#### What is required:
Transcribe the records below. Leave every word as it is.

#### Items listed in a dataset:
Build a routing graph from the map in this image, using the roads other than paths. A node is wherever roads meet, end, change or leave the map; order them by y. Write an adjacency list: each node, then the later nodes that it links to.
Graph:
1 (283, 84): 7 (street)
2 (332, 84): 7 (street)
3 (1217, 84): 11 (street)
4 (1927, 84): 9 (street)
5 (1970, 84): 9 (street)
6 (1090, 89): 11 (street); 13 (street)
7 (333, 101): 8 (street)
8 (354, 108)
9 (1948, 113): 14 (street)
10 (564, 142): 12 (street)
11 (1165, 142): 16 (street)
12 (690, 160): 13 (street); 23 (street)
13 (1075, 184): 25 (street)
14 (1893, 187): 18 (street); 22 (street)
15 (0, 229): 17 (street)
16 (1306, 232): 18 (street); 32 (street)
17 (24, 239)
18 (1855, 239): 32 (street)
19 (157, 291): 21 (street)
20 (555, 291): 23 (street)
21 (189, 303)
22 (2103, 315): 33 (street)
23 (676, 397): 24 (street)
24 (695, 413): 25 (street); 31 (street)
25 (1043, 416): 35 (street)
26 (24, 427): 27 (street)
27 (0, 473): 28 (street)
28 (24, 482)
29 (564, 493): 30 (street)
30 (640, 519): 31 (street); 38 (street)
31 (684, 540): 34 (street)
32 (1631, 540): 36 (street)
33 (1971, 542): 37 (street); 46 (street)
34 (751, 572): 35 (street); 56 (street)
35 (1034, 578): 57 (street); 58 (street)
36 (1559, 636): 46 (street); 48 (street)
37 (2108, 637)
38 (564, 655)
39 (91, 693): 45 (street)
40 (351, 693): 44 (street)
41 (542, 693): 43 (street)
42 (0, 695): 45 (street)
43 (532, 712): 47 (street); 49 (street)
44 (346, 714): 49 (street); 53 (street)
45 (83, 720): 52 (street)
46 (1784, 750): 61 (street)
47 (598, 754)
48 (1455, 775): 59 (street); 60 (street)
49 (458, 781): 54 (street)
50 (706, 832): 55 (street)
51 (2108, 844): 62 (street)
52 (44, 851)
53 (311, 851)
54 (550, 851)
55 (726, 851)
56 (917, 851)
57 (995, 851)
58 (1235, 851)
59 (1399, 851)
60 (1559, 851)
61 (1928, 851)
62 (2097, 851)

#### Written response:
Build a routing graph from the map in this image, using the roads other than paths. A node is wherever roads meet, end, change or leave the map; order them by y. Write an adjacency list: each node, then the later nodes that it links to.
Graph:
1 (283, 84): 7 (street)
2 (332, 84): 7 (street)
3 (1217, 84): 11 (street)
4 (1927, 84): 9 (street)
5 (1970, 84): 9 (street)
6 (1090, 89): 11 (street); 13 (street)
7 (333, 101): 8 (street)
8 (354, 108)
9 (1948, 113): 14 (street)
10 (564, 142): 12 (street)
11 (1165, 142): 16 (street)
12 (690, 160): 13 (street); 23 (street)
13 (1075, 184): 25 (street)
14 (1893, 187): 18 (street); 22 (street)
15 (0, 229): 17 (street)
16 (1306, 232): 18 (street); 32 (street)
17 (24, 239)
18 (1855, 239): 32 (street)
19 (157, 291): 21 (street)
20 (555, 291): 23 (street)
21 (189, 303)
22 (2103, 315): 33 (street)
23 (676, 397): 24 (street)
24 (695, 413): 25 (street); 31 (street)
25 (1043, 416): 35 (street)
26 (24, 427): 27 (street)
27 (0, 473): 28 (street)
28 (24, 482)
29 (564, 493): 30 (street)
30 (640, 519): 31 (street); 38 (street)
31 (684, 540): 34 (street)
32 (1631, 540): 36 (street)
33 (1971, 542): 37 (street); 46 (street)
34 (751, 572): 35 (street); 56 (street)
35 (1034, 578): 57 (street); 58 (street)
36 (1559, 636): 46 (street); 48 (street)
37 (2108, 637)
38 (564, 655)
39 (91, 693): 45 (street)
40 (351, 693): 44 (street)
41 (542, 693): 43 (street)
42 (0, 695): 45 (street)
43 (532, 712): 47 (street); 49 (street)
44 (346, 714): 49 (street); 53 (street)
45 (83, 720): 52 (street)
46 (1784, 750): 61 (street)
47 (598, 754)
48 (1455, 775): 59 (street); 60 (street)
49 (458, 781): 54 (street)
50 (706, 832): 55 (street)
51 (2108, 844): 62 (street)
52 (44, 851)
53 (311, 851)
54 (550, 851)
55 (726, 851)
56 (917, 851)
57 (995, 851)
58 (1235, 851)
59 (1399, 851)
60 (1559, 851)
61 (1928, 851)
62 (2097, 851)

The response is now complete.